Why tapering gradually
Research using PET scanning on persons using different doses of antidepressants showed that the inhibition of the serotonin transporter doesn’t occur as a linear line, but according to a hyperbolic curve. This follows a pharmacological principle known as the law of mass action.
In more regular language, it means that as one adds more and more drug to the body’s system, more and more neurotransmitter receptors are saturated. And so, by the time one reaches a high dose, every extra milligram of drug has less and less incremental effect. And that’s why one get this hyperbola pattern. This pattern is true for all psychiatric drugs.
This explains why users experience problems in the last stages of withdrawing from a drug. Doctors in general practice have come to use an approach of linear decrease, like 20, 15, 10, 5, 0 mg.
Dr Mark Horowitz explains the findings not only from a neurobiological viewpoint, but very much how users have explained it, “going from 20 to 15 milligrams has a very small effect on the brain, 15 to 10 a little bit larger, 10 to 5 larger again, and going from 5 to 0 is like jumping off a cliff. You think you’re down near the bottom, but actually you’ve walked out the eighth story window, in my view.”
The first few milligrams are easy to come off, and the last few milligrams are much harder.
“When doctors don’t understand this relationship, they think people must need the drug because they’ve had huge trouble and they’re pushing people back on it,” Dr Mark Horowitz added.
Based on both neurobiological research and clinical observations it thus makes more pharmacological sense to not reduce drugs by a linear amount of dose, but to reduce drugs by a linear amount of effect on the brain.

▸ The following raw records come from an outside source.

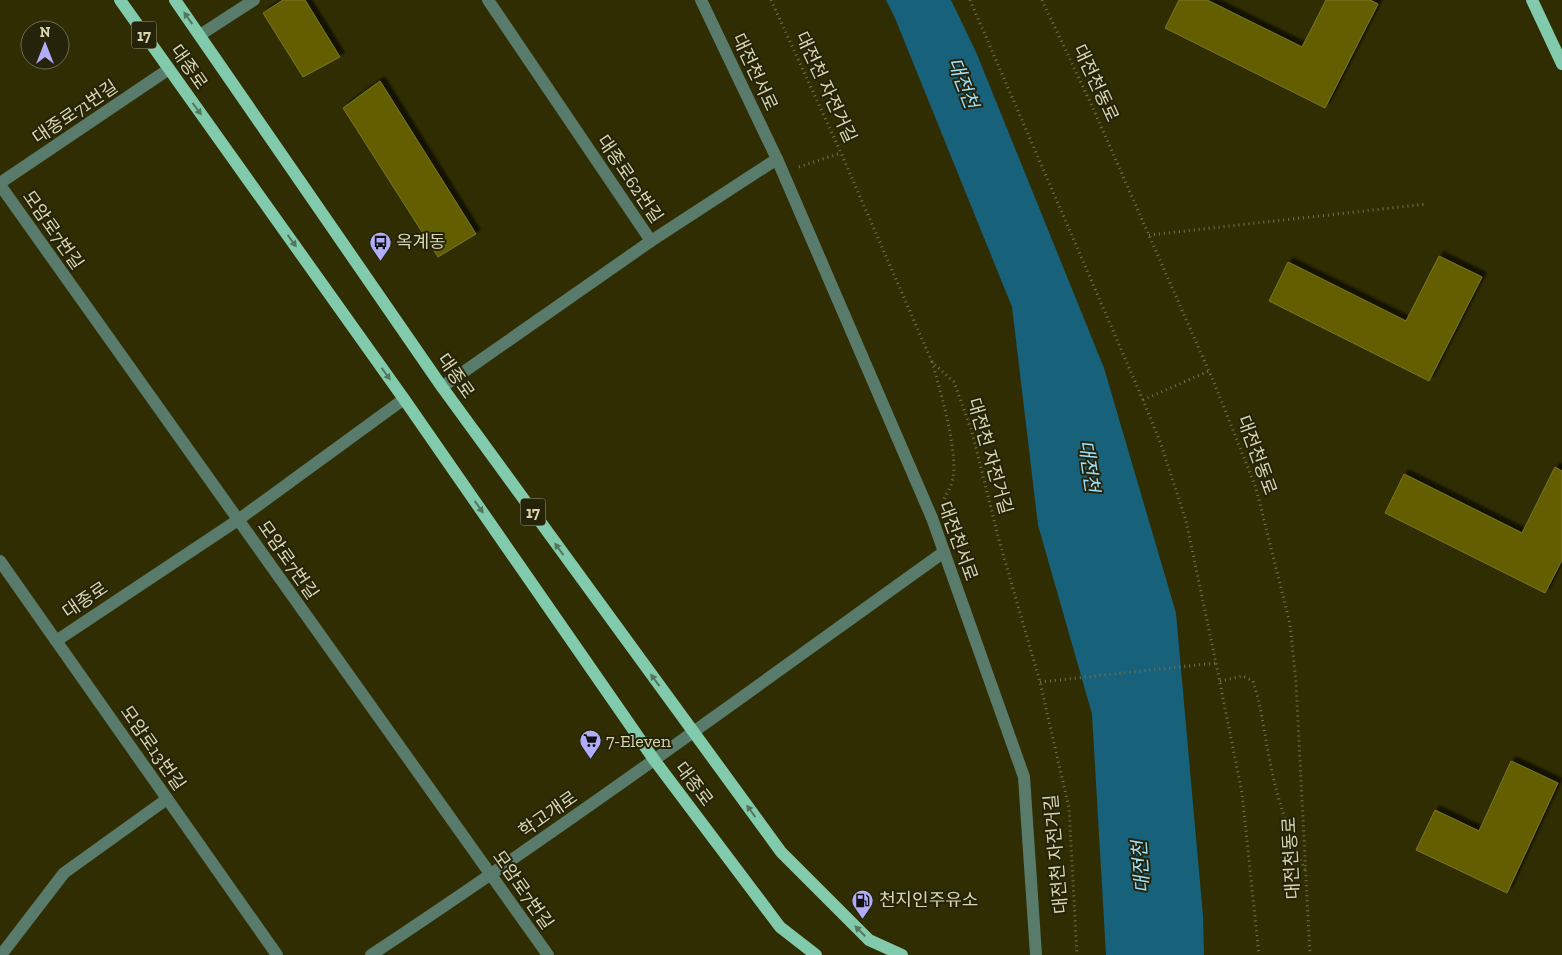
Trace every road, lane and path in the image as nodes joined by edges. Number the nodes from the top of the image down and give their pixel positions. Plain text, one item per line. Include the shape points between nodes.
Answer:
1 (120, 0) edge
2 (175, 0) edge
3 (254, 0) edge
4 (488, 0) edge
5 (701, 0) edge
6 (771, 0) edge
7 (970, 0) edge
8 (1042, 0) edge
9 (1532, 0) edge
10 (200, 36) junction
11 (1560, 55) edge
12 (169, 70) junction
13 (841, 153) junction
14 (777, 159) junction
15 (810, 162) dead end
16 (0, 184) edge
17 (1427, 204) dead end
18 (1149, 235) junction
19 (651, 241) junction
20 (932, 362) junction
21 (1209, 371) junction
22 (442, 387) junction
23 (404, 399) junction
24 (1143, 400) junction
25 (932, 518) junction
26 (238, 520) junction
27 (944, 552) junction
28 (0, 561) edge
29 (56, 641) junction
30 (1216, 663) junction
31 (1220, 681) junction
32 (1040, 682) junction
33 (693, 732) junction
34 (655, 761) junction
35 (167, 799) junction
36 (1305, 872) junction
37 (491, 875) junction
38 (1, 955) edge
39 (277, 955) edge
40 (371, 955) edge
41 (548, 955) edge
42 (816, 955) edge
43 (902, 955) edge
44 (1036, 955) edge
45 (1076, 955) edge
46 (1259, 955) edge
47 (1310, 955) edge

1 - 12 main road, 대종로 / 17
10 -> 2 main road, 대종로 / 17
3 - 10 street, 대종로
4 - 19 street, 대종로62번길
5 - 14 street, 대전천서로
6 - 13 path, 대전천 자전거길
7 - 24 path
8 - 18 path, 대전천동로
9 - 11 main road
10 - 22 main road, 대종로 / 17
12 - 16 street, 대종로71번길
12 -> 23 main road, 대종로 / 17
13 - 15 path
13 - 20 path, 대전천 자전거길
14 - 19 street
14 - 25 street, 대전천서로
16 - 26 street, 모암로7번길
17 - 18 path
18 - 21 path, 대전천동로
19 - 22 street, 대종로62번길
20 - 25 path via 947,422 953,477
20 - 32 path, 대전천 자전거길 via 954,382 972,432
21 - 24 path
21 - 36 path, 대전천동로 via 1256,488 1290,624
33 -> 22 main road, 대종로 / 17
23 - 26 street, 대종로
23 -> 34 main road, 대종로 / 17
24 - 30 path via 1186,521
25 - 27 street, 대전천서로
26 - 29 street, 대종로
26 - 37 street, 모암로7번길
27 - 33 street
27 - 44 street, 대전천서로 via 1024,777
28 - 29 street, 모암로13번길
29 - 35 street, 모암로13번길
30 - 31 path
30 - 32 path
31 - 36 path via 1243,676 1253,681 1261,705 1280,802
31 - 46 path via 1242,793
32 - 45 path, 대전천 자전거길 via 1069,808
33 - 34 street, 학고개로
43 -> 33 main road, 대종로 / 17 via 869,940 781,852
34 - 37 street, 학고개로
34 - 42 main road, 대종로 / 17 via 780,927
35 - 38 street via 64,873
35 - 39 street, 모암로13번길
36 - 47 path, 대전천동로
37 - 40 street, 학고개로
37 - 41 street, 모암로7번길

The approach of reducing the drug rate so it causes an ‘even effect’ on the brain requires decreasing by smaller and smaller amounts down to tiny final doses. So final reduction from this tiny dose to zero doesn’t cause a bigger change in effect on the brain as previous reductions.
One could approximate this by talking about proportional reduction. So, for example, reducing by about 50 percent at every step, going down from 20 to 10 to 5 to 2.5 to 1.25 to 0.6 approximately causes even changes of effect on the brain. Some people will need even more gradual dose reductions – for example, reducing by 10% of the most recent dose every month, so that the size of the reduction gets smaller as the total dose gets smaller.
Caution on withdrawing from psychiatric drugs
In noting this Dr Mark Horowitz cautions, “It is important to say it’s very hard to guess what rate an individual can tolerate. As it’s something that can take two weeks or four years. That’s why it’s very important to take the approach of adjusting to the individual, making small reductions and seeing how they respond before deciding on further steps.”
If withdrawal symptoms become too severe, then the reduction should be halted or the dose increased until symptoms resolve and the reduction should then proceed to a slower pace.
In England the new NICE guidelines, which is not just for psychiatrists, but for GPs, recommends to slowly reduce the dose in a stepwise fashion, at each step prescribing a proportion of the previous dose.
For clinicians not only in England but everywhere there is now extensive guidance available. Dr Mark Horowitz has co-authored the recently published “Maudsley Deprescribing Guidelines”. It describes how to safely reduce every antidepressant, benzodiazepine, z-drug and gabapentanoid that’s licensed in Europe and America. The “Maudsley Deprescribing Guidelines” can be bought through the medical publisher Wiley and even through Amazon. A forthcoming version of the Guidelines due in 2025 will also include antipsychotic drugs and other psychiatric drug classes.